Reference : In Silico prediction of transcription factor binding sites by probabilistic models
Dissertations and theses : Doctoral thesis
Life sciences : Biochemistry, biophysics & molecular biology
In Silico prediction of transcription factor binding sites by probabilistic models
Wienecke-Baldacchino, Anke mailto [University of Luxembourg > Faculty of Science, Technology and Communication (FSTC) > Life Science Research Unit]
University of Luxembourg, ​Luxembourg, ​​Luxembourg
Docteur en Biologie
Balling, Rudi mailto
[en] UniPROBE ; PWM ; Chow-Liu Trees ; Ensemble of Trees ; Regulatory SNPs ; Family Trio Data ; Differential Binding Detection ; Machine Learning
[en] The characterization of in silico detected transcription factor binding sites represents a fundamental problem in the field of regulatory gene expression analysis. Several approaches have been proposed to model DNA-protein-interactions, composed by two main classes: qualitative models considering a consensus sequence and quantitative models providing a measure of binding affinity. The latter can be further subdivided in models assuming an independent contribution of the nucleotides forming a potential binding site and more flexible ones implicating a positional interdependence.

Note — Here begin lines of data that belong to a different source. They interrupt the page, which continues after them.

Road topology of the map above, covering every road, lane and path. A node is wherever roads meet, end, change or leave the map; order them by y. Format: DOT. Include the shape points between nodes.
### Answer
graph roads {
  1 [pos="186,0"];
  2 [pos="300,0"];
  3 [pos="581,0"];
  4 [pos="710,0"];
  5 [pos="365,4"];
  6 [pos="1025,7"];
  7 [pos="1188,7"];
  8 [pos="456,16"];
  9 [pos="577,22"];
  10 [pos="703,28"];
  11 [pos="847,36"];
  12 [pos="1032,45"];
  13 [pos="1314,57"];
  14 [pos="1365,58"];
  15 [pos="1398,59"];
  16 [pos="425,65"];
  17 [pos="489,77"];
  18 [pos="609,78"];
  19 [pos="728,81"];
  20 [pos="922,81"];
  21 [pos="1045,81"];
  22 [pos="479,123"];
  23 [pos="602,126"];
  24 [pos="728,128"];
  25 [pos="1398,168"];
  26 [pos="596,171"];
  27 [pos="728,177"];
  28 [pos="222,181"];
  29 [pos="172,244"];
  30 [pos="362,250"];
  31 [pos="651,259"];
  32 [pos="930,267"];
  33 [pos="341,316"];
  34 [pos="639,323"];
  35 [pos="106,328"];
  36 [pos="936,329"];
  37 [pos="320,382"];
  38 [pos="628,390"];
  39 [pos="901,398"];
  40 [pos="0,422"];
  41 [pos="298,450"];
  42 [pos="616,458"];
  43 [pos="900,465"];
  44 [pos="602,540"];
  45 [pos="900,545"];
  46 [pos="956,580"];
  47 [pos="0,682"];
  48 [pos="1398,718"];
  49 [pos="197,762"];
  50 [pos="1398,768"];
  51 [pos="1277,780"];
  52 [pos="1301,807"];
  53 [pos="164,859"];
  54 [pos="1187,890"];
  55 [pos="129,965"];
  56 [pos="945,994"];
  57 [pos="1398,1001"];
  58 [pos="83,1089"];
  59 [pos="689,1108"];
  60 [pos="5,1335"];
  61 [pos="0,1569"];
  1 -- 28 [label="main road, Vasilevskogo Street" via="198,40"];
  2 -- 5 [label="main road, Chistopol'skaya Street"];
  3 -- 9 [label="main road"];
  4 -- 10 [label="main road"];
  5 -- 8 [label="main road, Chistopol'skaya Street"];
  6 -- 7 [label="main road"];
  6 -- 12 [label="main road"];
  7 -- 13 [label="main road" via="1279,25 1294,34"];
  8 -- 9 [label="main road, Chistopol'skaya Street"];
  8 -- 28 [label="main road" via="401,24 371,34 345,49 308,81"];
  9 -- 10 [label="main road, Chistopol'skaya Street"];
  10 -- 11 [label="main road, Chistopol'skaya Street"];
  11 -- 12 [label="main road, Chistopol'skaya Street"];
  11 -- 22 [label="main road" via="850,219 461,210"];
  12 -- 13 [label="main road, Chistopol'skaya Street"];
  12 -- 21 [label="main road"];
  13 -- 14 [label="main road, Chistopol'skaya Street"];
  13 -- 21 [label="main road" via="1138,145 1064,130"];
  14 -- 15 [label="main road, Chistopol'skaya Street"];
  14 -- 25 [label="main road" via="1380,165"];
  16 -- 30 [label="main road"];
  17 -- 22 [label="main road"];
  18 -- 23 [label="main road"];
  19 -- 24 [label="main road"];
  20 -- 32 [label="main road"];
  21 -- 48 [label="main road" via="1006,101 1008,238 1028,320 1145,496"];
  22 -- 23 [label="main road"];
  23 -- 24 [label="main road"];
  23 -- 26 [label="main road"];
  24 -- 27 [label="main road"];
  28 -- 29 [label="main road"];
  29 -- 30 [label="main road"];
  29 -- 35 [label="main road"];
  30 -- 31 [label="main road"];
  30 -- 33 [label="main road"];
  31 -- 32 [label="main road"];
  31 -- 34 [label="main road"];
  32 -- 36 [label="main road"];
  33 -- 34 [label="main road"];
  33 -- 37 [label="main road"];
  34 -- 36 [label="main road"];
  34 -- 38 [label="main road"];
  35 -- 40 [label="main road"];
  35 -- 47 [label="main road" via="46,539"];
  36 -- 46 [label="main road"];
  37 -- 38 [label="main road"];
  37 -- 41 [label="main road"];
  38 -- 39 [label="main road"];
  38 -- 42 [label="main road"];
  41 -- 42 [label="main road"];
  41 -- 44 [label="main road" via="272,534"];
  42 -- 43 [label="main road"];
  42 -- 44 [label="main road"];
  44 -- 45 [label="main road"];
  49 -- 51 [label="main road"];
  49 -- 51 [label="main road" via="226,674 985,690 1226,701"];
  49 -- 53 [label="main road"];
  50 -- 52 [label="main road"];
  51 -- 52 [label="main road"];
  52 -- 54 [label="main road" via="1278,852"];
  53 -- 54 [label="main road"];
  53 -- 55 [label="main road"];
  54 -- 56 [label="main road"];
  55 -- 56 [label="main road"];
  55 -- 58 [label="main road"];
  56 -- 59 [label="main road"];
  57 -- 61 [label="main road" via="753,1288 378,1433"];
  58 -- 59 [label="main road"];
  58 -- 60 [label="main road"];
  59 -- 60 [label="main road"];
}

In this work the applicability of three probabilistic models to predict transcription factor binding sites has been investigated: (i) the simple position weight matrix (PWM), assuming independence, and two flexible models capturing positional interdependencies represented by a (ii) Chow-Liu Tree and (iii) Ensemble of Trees model. The training and validation of the models on the Mus musculus subset of the UniPROBE database revealed that complex models provide a better predictive power suggesting a high amount of transcription factors binding motifs being affected by positional interdependencies. Additionally, numerous transcription factors were detected, for which the Ensemble of Trees model outperformed both, the Chow-Liu Tree and PWM model.

The UniPROBE-based trained models have been applied in a biological context - the prediction of differential binding profiles in five different ChIP-seq samples, followed by the detection of causative regulatory SNPs. The chosen set-up involved family trio data, meaning genotype data from a family composed of father, mother and daughter, providing internal validation. The models provide strong power to correctly classify true negatives in an independent biological sample, represented by a high specificity. The applied approach to detect causative regulatory SNPs, resulted in a candidate list of 20 SNPs. Those gain strong support by epigenetic markers and both, model-based predicted binding affinity of the comprising binding site and significant p-values, describing the effect of the nucleotide exchange.